• _Work task_
Would you restate the entries below word for word, leaving out the images?

Recorded data:

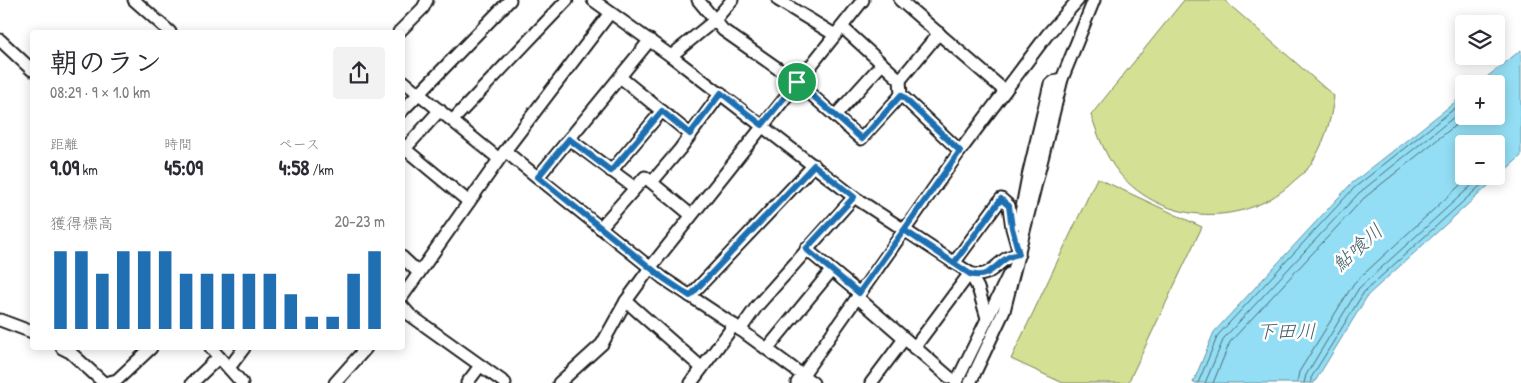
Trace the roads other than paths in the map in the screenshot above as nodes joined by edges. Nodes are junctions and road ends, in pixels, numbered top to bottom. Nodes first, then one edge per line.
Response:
1 (134, 0) edge
2 (427, 0) edge
3 (510, 0) edge
4 (567, 0) edge
5 (593, 0) edge
6 (698, 0) edge
7 (732, 0) edge
8 (778, 0) edge
9 (863, 0) edge
10 (900, 0) edge
11 (1078, 0) edge
12 (1094, 0) edge
13 (610, 13) junction
14 (715, 20) junction
15 (168, 30) edge
16 (401, 30) edge
17 (838, 31) junction
18 (939, 33) junction
19 (0, 40) edge
20 (650, 40) junction
21 (671, 56) junction
22 (882, 64) junction
23 (30, 68) edge
24 (620, 77) junction
25 (1062, 79) junction
26 (900, 80) junction
27 (405, 82) edge
28 (797, 82) junction
29 (1005, 91) junction
30 (419, 93) junction
31 (721, 93) junction
32 (901, 95) junction
33 (405, 108) edge
34 (440, 110) junction
35 (662, 111) junction
36 (835, 116) junction
37 (453, 120) junction
38 (762, 125) junction
39 (690, 134) junction
40 (569, 139) junction
41 (405, 149) edge
42 (405, 151) edge
43 (960, 151) junction
44 (502, 155) junction
45 (814, 165) junction
46 (611, 171) junction
47 (538, 177) junction
48 (652, 182) junction
49 (634, 188) junction
50 (854, 197) junction
51 (469, 202) junction
52 (691, 215) junction
53 (600, 228) junction
54 (904, 230) junction
55 (1015, 242) junction
56 (806, 249) junction
57 (1019, 254) junction
58 (405, 260) edge
59 (954, 263) junction
60 (650, 268) junction
61 (831, 271) junction
62 (419, 273) junction
63 (970, 274) junction
64 (405, 293) edge
65 (858, 295) junction
66 (690, 296) junction
67 (626, 300) junction
68 (405, 309) edge
69 (987, 318) junction
70 (0, 320) edge
71 (30, 327) edge
72 (737, 328) junction
73 (904, 339) junction
74 (914, 348) junction
75 (767, 349) junction
76 (69, 350) edge
77 (149, 350) edge
78 (213, 350) edge
79 (242, 350) edge
80 (364, 350) edge
81 (219, 357) junction
82 (480, 366) junction
83 (229, 368) junction
84 (702, 368) junction
85 (800, 379) edge
86 (951, 381) edge
87 (118, 382) edge
88 (105, 383) edge
89 (192, 383) edge
90 (242, 383) edge
91 (335, 383) edge
92 (467, 383) edge
93 (504, 383) edge
94 (559, 383) edge
95 (691, 383) edge
96 (814, 383) edge
97 (871, 383) edge
98 (970, 383) edge

1 - 15 street
2 - 16 street
3 - 30 street
4 - 37 street
5 - 13 street
6 - 14 street
7 - 14 street
8 - 17 street
9 - 17 street
10 - 18 street
11 - 29 street
12 - 25 street
13 - 20 street
13 - 44 street
14 - 21 street
14 - 28 street
17 - 22 street
17 - 28 street
18 - 26 street
18 - 29 street
19 - 23 street
20 - 21 street
20 - 24 street
21 - 31 street
22 - 26 street
22 - 36 street
24 - 35 street
24 - 40 street
25 - 55 street
25 - 57 street
26 - 32 street
27 - 30 street
28 - 36 street
28 - 38 street
29 - 43 street
30 - 33 street
30 - 34 street
31 - 38 street
31 - 39 street
32 - 36 street
32 - 43 street
34 - 37 street
34 - 41 street
35 - 39 street
35 - 46 street
37 - 44 street
38 - 45 street
38 - 52 street
39 - 48 street
40 - 46 street
40 - 47 street
42 - 51 street
43 - 54 street
44 - 47 street
44 - 51 street
45 - 50 street
45 - 66 street
46 - 49 street
47 - 53 street
48 - 49 street
48 - 52 street
49 - 53 street
50 - 54 street
50 - 56 street
51 - 62 street
52 - 60 street
53 - 60 street
54 - 59 street
54 - 65 street
55 - 57 street
55 - 59 street
56 - 61 street
56 - 72 street
57 - 63 street
57 - 69 street
57 - 98 street
58 - 62 street
59 - 63 street
60 - 66 street
60 - 67 street
61 - 65 street
61 - 75 street
62 - 64 street
63 - 69 street
63 - 74 street
65 - 73 street
65 - 85 street
66 - 72 street
67 - 84 street
67 - 94 street
68 - 82 street
69 - 86 street
70 - 71 street
72 - 75 street
72 - 84 street
73 - 74 street
73 - 97 street
74 - 86 street
75 - 85 street
76 - 88 street
77 - 87 street
78 - 81 street
79 - 83 street
80 - 91 street
81 - 83 street
81 - 89 street
82 - 92 street
82 - 93 street
83 - 90 street
84 - 95 street
85 - 96 street
87 - 88 street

• _Exercise response_
Trace the roads other than paths in the map in the screenshot above as nodes joined by edges. Nodes are junctions and road ends, in pixels, numbered top to bottom. Nodes first, then one edge per line.
Response:
1 (134, 0) edge
2 (427, 0) edge
3 (510, 0) edge
4 (567, 0) edge
5 (593, 0) edge
6 (698, 0) edge
7 (732, 0) edge
8 (778, 0) edge
9 (863, 0) edge
10 (900, 0) edge
11 (1078, 0) edge
12 (1094, 0) edge
13 (610, 13) junction
14 (715, 20) junction
15 (168, 30) edge
16 (401, 30) edge
17 (838, 31) junction
18 (939, 33) junction
19 (0, 40) edge
20 (650, 40) junction
21 (671, 56) junction
22 (882, 64) junction
23 (30, 68) edge
24 (620, 77) junction
25 (1062, 79) junction
26 (900, 80) junction
27 (405, 82) edge
28 (797, 82) junction
29 (1005, 91) junction
30 (419, 93) junction
31 (721, 93) junction
32 (901, 95) junction
33 (405, 108) edge
34 (440, 110) junction
35 (662, 111) junction
36 (835, 116) junction
37 (453, 120) junction
38 (762, 125) junction
39 (690, 134) junction
40 (569, 139) junction
41 (405, 149) edge
42 (405, 151) edge
43 (960, 151) junction
44 (502, 155) junction
45 (814, 165) junction
46 (611, 171) junction
47 (538, 177) junction
48 (652, 182) junction
49 (634, 188) junction
50 (854, 197) junction
51 (469, 202) junction
52 (691, 215) junction
53 (600, 228) junction
54 (904, 230) junction
55 (1015, 242) junction
56 (806, 249) junction
57 (1019, 254) junction
58 (405, 260) edge
59 (954, 263) junction
60 (650, 268) junction
61 (831, 271) junction
62 (419, 273) junction
63 (970, 274) junction
64 (405, 293) edge
65 (858, 295) junction
66 (690, 296) junction
67 (626, 300) junction
68 (405, 309) edge
69 (987, 318) junction
70 (0, 320) edge
71 (30, 327) edge
72 (737, 328) junction
73 (904, 339) junction
74 (914, 348) junction
75 (767, 349) junction
76 (69, 350) edge
77 (149, 350) edge
78 (213, 350) edge
79 (242, 350) edge
80 (364, 350) edge
81 (219, 357) junction
82 (480, 366) junction
83 (229, 368) junction
84 (702, 368) junction
85 (800, 379) edge
86 (951, 381) edge
87 (118, 382) edge
88 (105, 383) edge
89 (192, 383) edge
90 (242, 383) edge
91 (335, 383) edge
92 (467, 383) edge
93 (504, 383) edge
94 (559, 383) edge
95 (691, 383) edge
96 (814, 383) edge
97 (871, 383) edge
98 (970, 383) edge

1 - 15 street
2 - 16 street
3 - 30 street
4 - 37 street
5 - 13 street
6 - 14 street
7 - 14 street
8 - 17 street
9 - 17 street
10 - 18 street
11 - 29 street
12 - 25 street
13 - 20 street
13 - 44 street
14 - 21 street
14 - 28 street
17 - 22 street
17 - 28 street
18 - 26 street
18 - 29 street
19 - 23 street
20 - 21 street
20 - 24 street
21 - 31 street
22 - 26 street
22 - 36 street
24 - 35 street
24 - 40 street
25 - 55 street
25 - 57 street
26 - 32 street
27 - 30 street
28 - 36 street
28 - 38 street
29 - 43 street
30 - 33 street
30 - 34 street
31 - 38 street
31 - 39 street
32 - 36 street
32 - 43 street
34 - 37 street
34 - 41 street
35 - 39 street
35 - 46 street
37 - 44 street
38 - 45 street
38 - 52 street
39 - 48 street
40 - 46 street
40 - 47 street
42 - 51 street
43 - 54 street
44 - 47 street
44 - 51 street
45 - 50 street
45 - 66 street
46 - 49 street
47 - 53 street
48 - 49 street
48 - 52 street
49 - 53 street
50 - 54 street
50 - 56 street
51 - 62 street
52 - 60 street
53 - 60 street
54 - 59 street
54 - 65 street
55 - 57 street
55 - 59 street
56 - 61 street
56 - 72 street
57 - 63 street
57 - 69 street
57 - 98 street
58 - 62 street
59 - 63 street
60 - 66 street
60 - 67 street
61 - 65 street
61 - 75 street
62 - 64 street
63 - 69 street
63 - 74 street
65 - 73 street
65 - 85 street
66 - 72 street
67 - 84 street
67 - 94 street
68 - 82 street
69 - 86 street
70 - 71 street
72 - 75 street
72 - 84 street
73 - 74 street
73 - 97 street
74 - 86 street
75 - 85 street
76 - 88 street
77 - 87 street
78 - 81 street
79 - 83 street
80 - 91 street
81 - 83 street
81 - 89 street
82 - 92 street
82 - 93 street
83 - 90 street
84 - 95 street
85 - 96 street
87 - 88 street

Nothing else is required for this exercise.